Nothing epitomizes the phrase “Hurry up and wait” so much as publishing.  Actually, it’s probably more accurate to say publishing epitomizes the phrase, “Wait and hurry up.”  Of all the attributes a writer can have, patience is among the most important (okay, talent helps).  It doesn’t matter how much you wish it weren’t so, no matter how much you push, it takes a long time to get anything done in publishing.


Except when it doesn’t. 


So there’s a trade magazine I write for occasionally.  Basically, it’s the kind of thing where you remind the editor that you’re alive every now and then and every now and then your “I’m alive” email matches her need for a writer and she gives you an assignment.  There’s a long lead time, and then a leisurely editing process and then the approval happens and sometime after that, in what feels like a complete disconnect between effort and reward, a check comes in the mail.


Or this: I wrote a book proposal in January.  It will probably start being shopped to editors sometime in June.  If someone buys the book, you won’t see it on shelves until 2011 – or later.


So I’ve learned to keep a lot of irons in a lot of fires.  That way, I’m not ever holding my breath about any one project (in publishing, holding your breath waiting for something is a very good way to get dizzy and pass out).    


However, sometimes the business can move lightning-fast.  I mentioned to a colleague that I intended to pitch a magazine she writes for, and would she mind sharing the email address of her editor.  Before I even finished proof-reading my pitch letter, let alone hit “send,” I got an email from the editor in question asking if I could take on a rush assignment.  It turned out my friend let the editor know I was interested in writing for the magazine at the very moment when the editor needed someone who could turn around some copy fast. 

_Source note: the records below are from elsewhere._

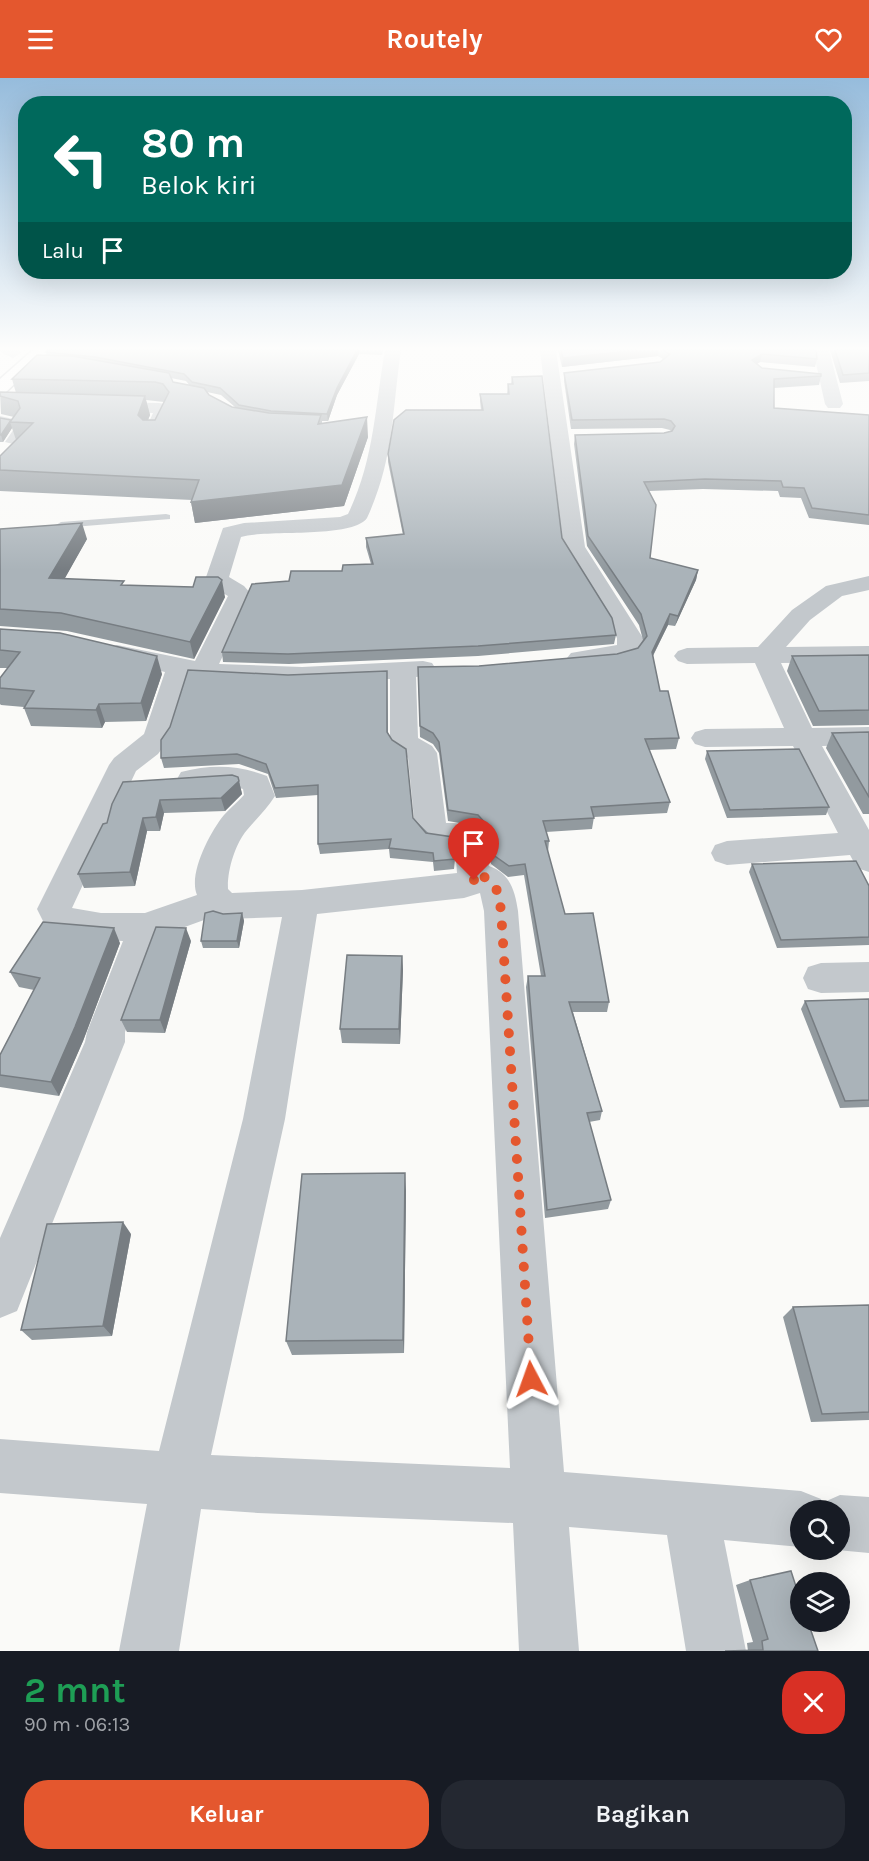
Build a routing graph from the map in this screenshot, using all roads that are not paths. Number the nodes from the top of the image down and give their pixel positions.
1 (19, 423) edge
2 (157, 423) edge
3 (384, 423) edge
4 (558, 423) edge
5 (363, 430) edge
6 (384, 430) junction
7 (153, 433) edge
8 (583, 436) edge
9 (561, 437) junction
10 (10, 442) edge
11 (166, 517) dead end
12 (47, 526) edge
13 (869, 583) edge
14 (99, 649) edge
15 (767, 653) junction
16 (869, 654) edge
17 (687, 656) dead end
18 (551, 662) edge
19 (446, 668) edge
20 (191, 669) junction
21 (403, 669) junction
22 (802, 736) junction
23 (869, 736) edge
24 (705, 738) dead end
25 (140, 782) junction
26 (865, 848) edge
27 (727, 853) dead end
28 (473, 874) junction
29 (218, 901) junction
30 (302, 903) junction
31 (146, 927) junction
32 (869, 977) edge
33 (821, 978) dead end
34 (0, 1294) edge
35 (0, 1466) edge
36 (179, 1479) junction
37 (539, 1497) junction
38 (690, 1510) junction
39 (790, 1518) edge
40 (850, 1524) edge
41 (869, 1525) edge
42 (149, 1651) edge
43 (549, 1651) edge
44 (716, 1651) edge

1 - 10 lane
2 - 7 street
3 - 6 street
4 - 9 street
5 - 6 street
6 - 20 street
8 - 9 street
9 - 18 street
11 - 12 lane
13 - 15 street
14 - 20 street
15 - 16 street
15 - 17 street
15 - 22 street
19 - 21 street
20 - 21 street
20 - 25 street
21 - 28 street
22 - 23 street
22 - 24 street
22 - 26 street
25 - 29 street
25 - 31 street
26 - 27 street
28 - 30 street
28 - 37 street
29 - 30 street
29 - 31 street
30 - 36 street
31 - 34 street
32 - 33 street
35 - 36 street
36 - 37 street
36 - 42 street
37 - 38 street
37 - 43 street
38 - 39 street
38 - 44 street
40 - 41 street

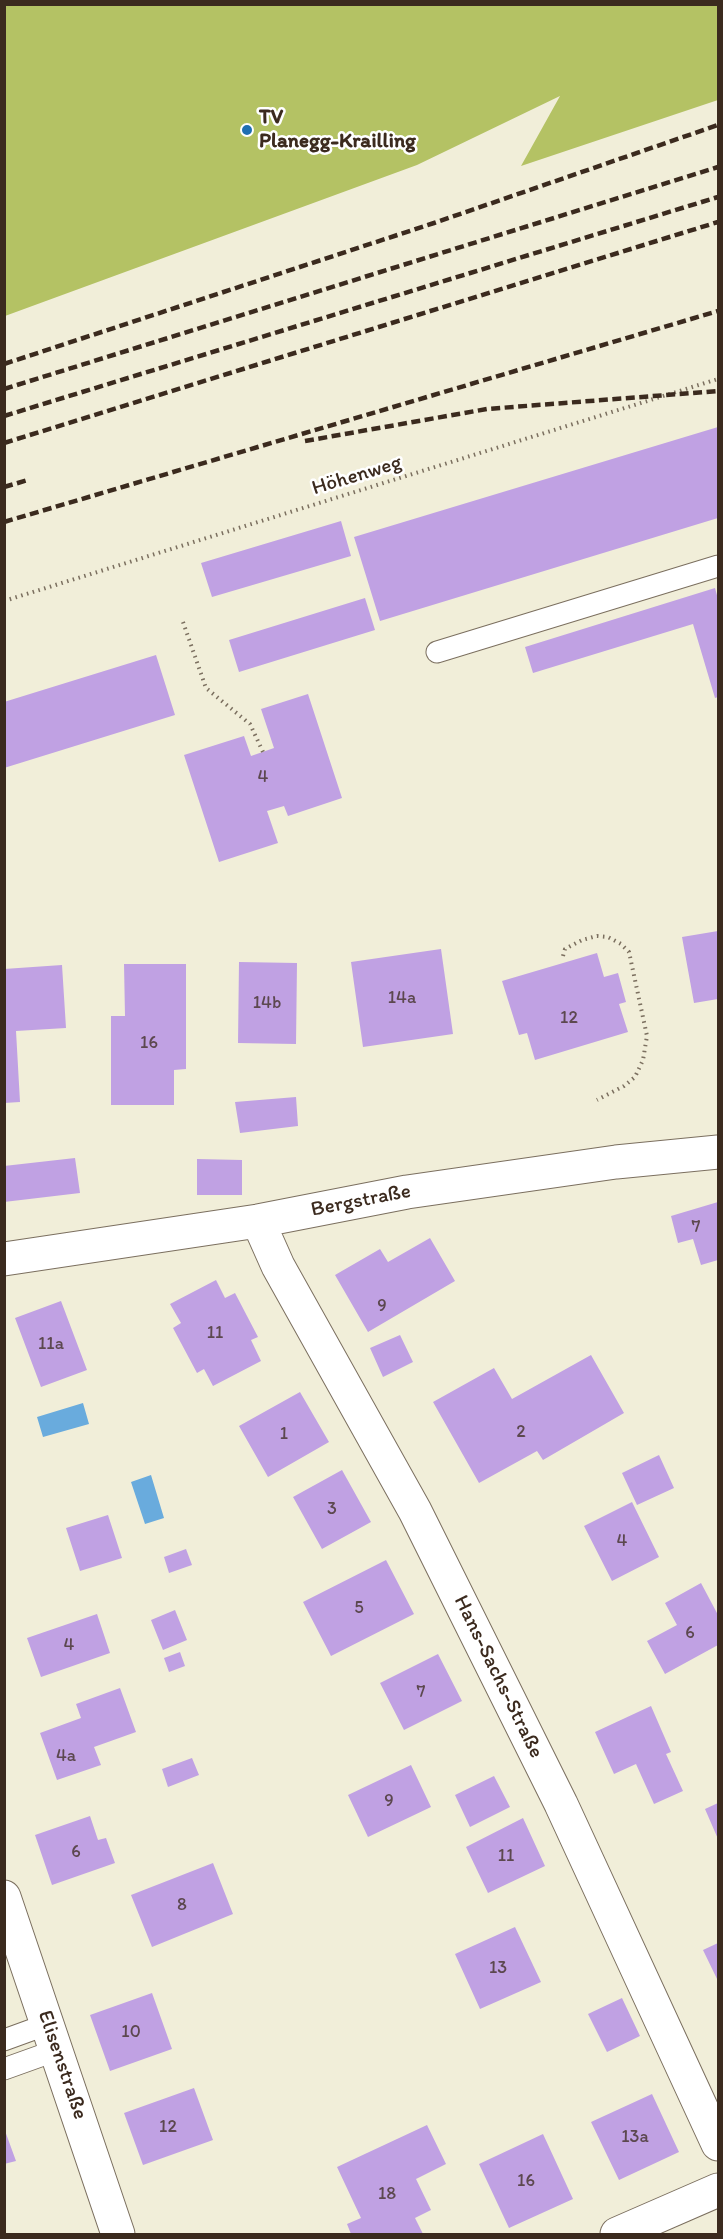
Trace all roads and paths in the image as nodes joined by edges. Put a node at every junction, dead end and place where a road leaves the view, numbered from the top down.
1 (718, 379) edge
2 (718, 566) edge
3 (4, 602) edge
4 (183, 622) dead end
5 (437, 652) dead end
6 (263, 752) dead end
7 (564, 956) dead end
8 (597, 1100) dead end
9 (718, 1152) edge
10 (258, 1221) junction
11 (4, 1259) edge
12 (4, 1897) edge
13 (52, 2037) junction
14 (4, 2040) edge
15 (4, 2069) edge
16 (718, 2144) edge
17 (718, 2190) edge
18 (118, 2235) edge
19 (617, 2235) edge

1 - 3 path, Höhenweg
2 - 5 lane
4 - 6 path
7 - 8 path
9 - 10 street, Bergstraße
10 - 11 street, Bergstraße
10 - 16 street, Hans-Sachs-Straße
12 - 13 street, Elisenstraße
13 - 14 lane
13 - 15 lane
13 - 18 street, Elisenstraße
17 - 19 street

Things like that happen all the time, and you just don’t know when they’re going to happen.  So you have to be prepared.


I know writers who finish a draft of a novel, and hearing how long it takes to get an agent and how hard the process is, start querying before they’ve revised.  They figure it’ll take two months to hear from an agent and they can finish the revision in that amount of time.  That’s a gamble I wouldn’t want to take.  I’ve had agents respond to a query in an hour, others in a day, others in a week.  Certainly many take longer than that, but you never now.  That’s why you have to be prepared with your best stuff before you get started, even if you do end up having to wait a while for responses. 


Patience is important, but preparation means you can jump on opportunities that arise quickly and unexpectedly.